→ PROBLEM TO WORK ON
Everything in the records must be restated exactly, apart from the pictures.

====== DATA FOR ANALYSIS

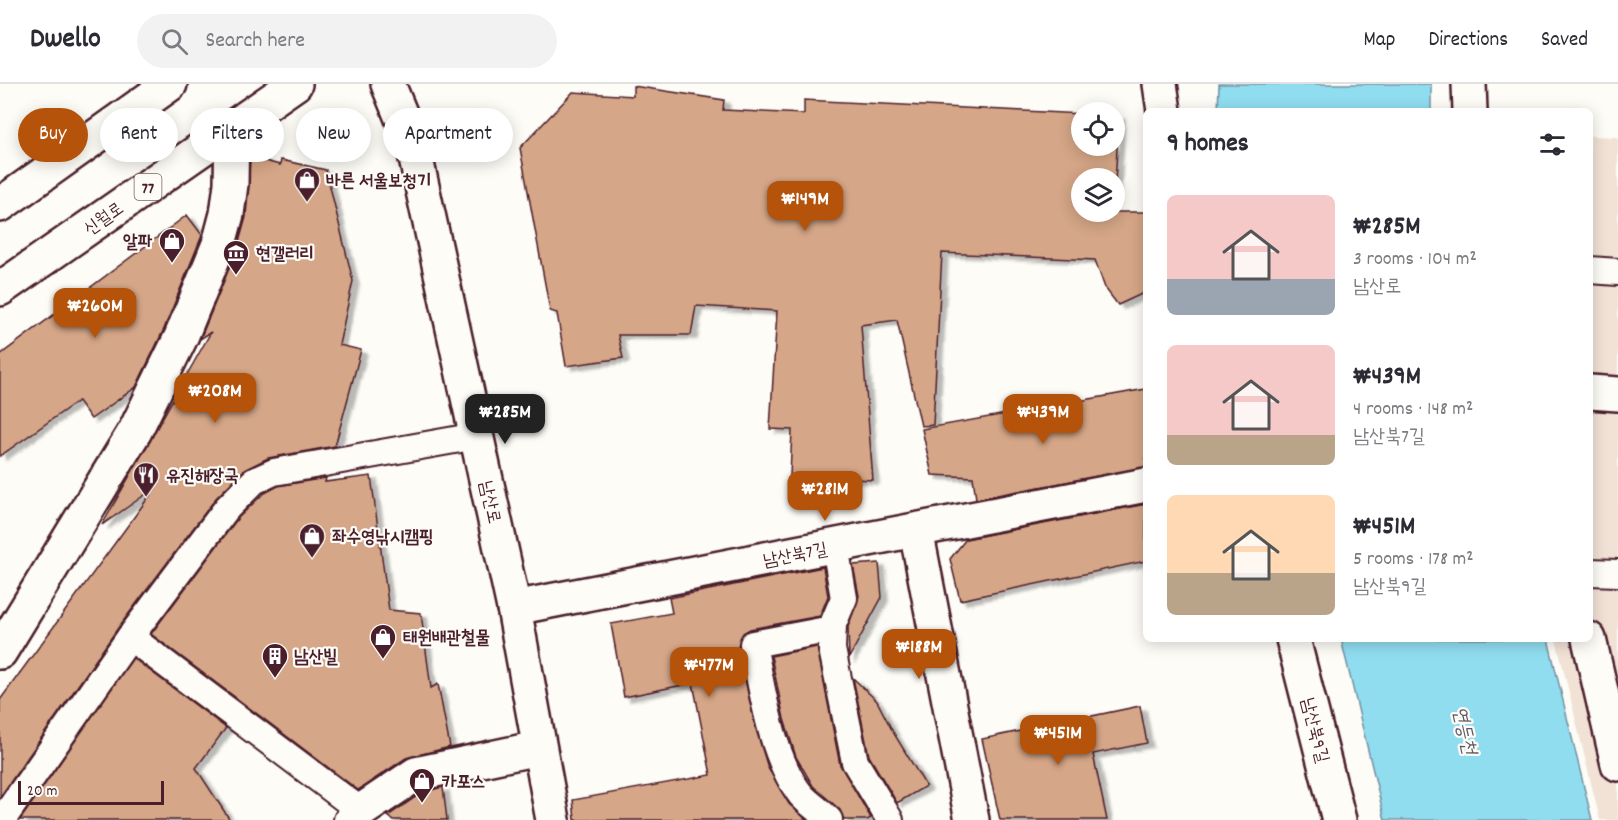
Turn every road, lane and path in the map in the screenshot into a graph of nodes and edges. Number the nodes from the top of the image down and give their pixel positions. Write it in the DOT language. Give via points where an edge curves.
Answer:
graph roads {
  1 [pos="170,84"];
  2 [pos="295,84"];
  3 [pos="388,84"];
  4 [pos="1160,84"];
  5 [pos="1470,84"];
  6 [pos="261,108"];
  7 [pos="1164,108"];
  8 [pos="1470,108"];
  9 [pos="190,158"];
  10 [pos="231,162"];
  11 [pos="0,205"];
  12 [pos="1593,270"];
  13 [pos="1618,272"];
  14 [pos="0,289"];
  15 [pos="1593,392"];
  16 [pos="1618,394"];
  17 [pos="477,436"];
  18 [pos="1143,486"];
  19 [pos="916,530"];
  20 [pos="835,546"];
  21 [pos="1593,572"];
  22 [pos="1618,573"];
  23 [pos="514,608"];
  24 [pos="831,629"];
  25 [pos="130,637"];
  26 [pos="1294,642"];
  27 [pos="1590,642"];
  28 [pos="0,652"];
  29 [pos="538,748"];
  30 [pos="1618,764"];
  31 [pos="354,815"];
  32 [pos="2,820"];
  33 [pos="554,820"];
  34 [pos="829,820"];
  35 [pos="890,820"];
  36 [pos="972,820"];
  37 [pos="1339,820"];
  1 -- 11 [label="street"];
  2 -- 6 [label="street, 신월로 / 77"];
  3 -- 17 [label="street, 남산로" via="413,145"];
  4 -- 7 [label="street"];
  5 -- 8 [label="street"];
  9 -- 14 [label="street, 신월로 / 77"];
  10 -- 28 [label="street" via="219,243 181,337 135,431"];
  12 -- 13 [label="lane"];
  15 -- 16 [label="street"];
  17 -- 23 [label="street, 남산로"];
  17 -- 25 [label="lane" via="274,472 254,481 213,525"];
  18 -- 19 [label="street, 남산북7길"];
  19 -- 20 [label="street, 남산북7길"];
  19 -- 36 [label="street"];
  20 -- 23 [label="street, 남산북7길"];
  20 -- 24 [label="lane" via="844,598"];
  21 -- 22 [label="lane"];
  23 -- 29 [label="street, 남산로"];
  24 -- 34 [label="lane" via="753,645 768,720 788,773 801,795"];
  24 -- 35 [label="lane" via="831,649 855,762"];
  25 -- 31 [label="lane"];
  25 -- 32 [label="lane"];
  26 -- 37 [label="street, 남산북9길"];
  27 -- 30 [label="street"];
  29 -- 31 [label="street" via="416,774"];
  29 -- 33 [label="street, 남산로"];
}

============

→ RESULT FOR THIS TASK
Turn every road, lane and path in the map in the screenshot into a graph of nodes and edges. Number the nodes from the top of the image down and give their pixel positions. Write it in the DOT language. Give via points where an edge curves.
Answer:
graph roads {
  1 [pos="170,84"];
  2 [pos="295,84"];
  3 [pos="388,84"];
  4 [pos="1160,84"];
  5 [pos="1470,84"];
  6 [pos="261,108"];
  7 [pos="1164,108"];
  8 [pos="1470,108"];
  9 [pos="190,158"];
  10 [pos="231,162"];
  11 [pos="0,205"];
  12 [pos="1593,270"];
  13 [pos="1618,272"];
  14 [pos="0,289"];
  15 [pos="1593,392"];
  16 [pos="1618,394"];
  17 [pos="477,436"];
  18 [pos="1143,486"];
  19 [pos="916,530"];
  20 [pos="835,546"];
  21 [pos="1593,572"];
  22 [pos="1618,573"];
  23 [pos="514,608"];
  24 [pos="831,629"];
  25 [pos="130,637"];
  26 [pos="1294,642"];
  27 [pos="1590,642"];
  28 [pos="0,652"];
  29 [pos="538,748"];
  30 [pos="1618,764"];
  31 [pos="354,815"];
  32 [pos="2,820"];
  33 [pos="554,820"];
  34 [pos="829,820"];
  35 [pos="890,820"];
  36 [pos="972,820"];
  37 [pos="1339,820"];
  1 -- 11 [label="street"];
  2 -- 6 [label="street, 신월로 / 77"];
  3 -- 17 [label="street, 남산로" via="413,145"];
  4 -- 7 [label="street"];
  5 -- 8 [label="street"];
  9 -- 14 [label="street, 신월로 / 77"];
  10 -- 28 [label="street" via="219,243 181,337 135,431"];
  12 -- 13 [label="lane"];
  15 -- 16 [label="street"];
  17 -- 23 [label="street, 남산로"];
  17 -- 25 [label="lane" via="274,472 254,481 213,525"];
  18 -- 19 [label="street, 남산북7길"];
  19 -- 20 [label="street, 남산북7길"];
  19 -- 36 [label="street"];
  20 -- 23 [label="street, 남산북7길"];
  20 -- 24 [label="lane" via="844,598"];
  21 -- 22 [label="lane"];
  23 -- 29 [label="street, 남산로"];
  24 -- 34 [label="lane" via="753,645 768,720 788,773 801,795"];
  24 -- 35 [label="lane" via="831,649 855,762"];
  25 -- 31 [label="lane"];
  25 -- 32 [label="lane"];
  26 -- 37 [label="street, 남산북9길"];
  27 -- 30 [label="street"];
  29 -- 31 [label="street" via="416,774"];
  29 -- 33 [label="street, 남산로"];
}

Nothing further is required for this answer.